In her job, Dani uses what she is learning to help her team perform better. Dani has benefitted the most from course material that focuses on building interpersonal relationships and handling conflict. She sees her coursework as being directly applicable to her current job, and one of her final certification course assignments was directly connected to her work. She has also used the course work to explore other possible careers, but thinks strategically about what will build on courses she has already taken rather than starting from the beginning with new material. Dani is able to pursue learning opportunities and career growth because she has the emotional support of her spouse and has no child-rearing responsibilities.
The most significant barrier for Dani is the limited opportunity for growth within her company. Although she is encouraged by her direct supervisor to take courses, she has few connections outside of her immediate workplace that will help her find advancement opportunities in the larger company. She realizes that if she is to transition to a salaried position and move up in management, she either needs access to information and mentors who might point to other jobs in the company, or she may need to change employers. She is also limited by the type of learning opportunities available to her through her current employer because they are free for her and she does not want to take on debt.

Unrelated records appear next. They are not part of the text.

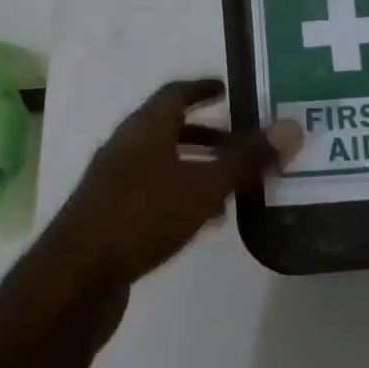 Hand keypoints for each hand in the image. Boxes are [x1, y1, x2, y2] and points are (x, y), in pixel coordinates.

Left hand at [32, 80, 301, 334]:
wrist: (76, 278)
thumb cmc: (142, 218)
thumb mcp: (203, 186)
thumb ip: (246, 159)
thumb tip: (292, 126)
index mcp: (144, 128)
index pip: (176, 93)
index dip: (204, 88)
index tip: (230, 90)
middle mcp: (125, 148)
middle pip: (170, 129)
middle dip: (209, 134)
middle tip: (244, 143)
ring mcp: (114, 183)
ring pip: (163, 164)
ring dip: (197, 168)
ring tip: (233, 186)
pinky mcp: (111, 216)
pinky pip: (154, 194)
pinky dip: (182, 196)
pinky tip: (204, 221)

Technology use is not an issue for Dani. She has a laptop and broadband at home that she uses for her coursework. On occasion, she can use the office computer to take a Linked-in course. Dani feels confident that she can figure out how to solve any technical problems because “Everything’s on YouTube.”
Dani shows us that no amount of training can support career advancement and retention if it is not coupled with real opportunities for networks and mentoring that can lead to promotion and more responsibility at work. We hope meeting Dani helps key stakeholders within employer-supported learning opportunities better understand the perspectives and experiences of highly motivated, frontline workers who may yet possess the social capital to make training and education pay off in the workplace.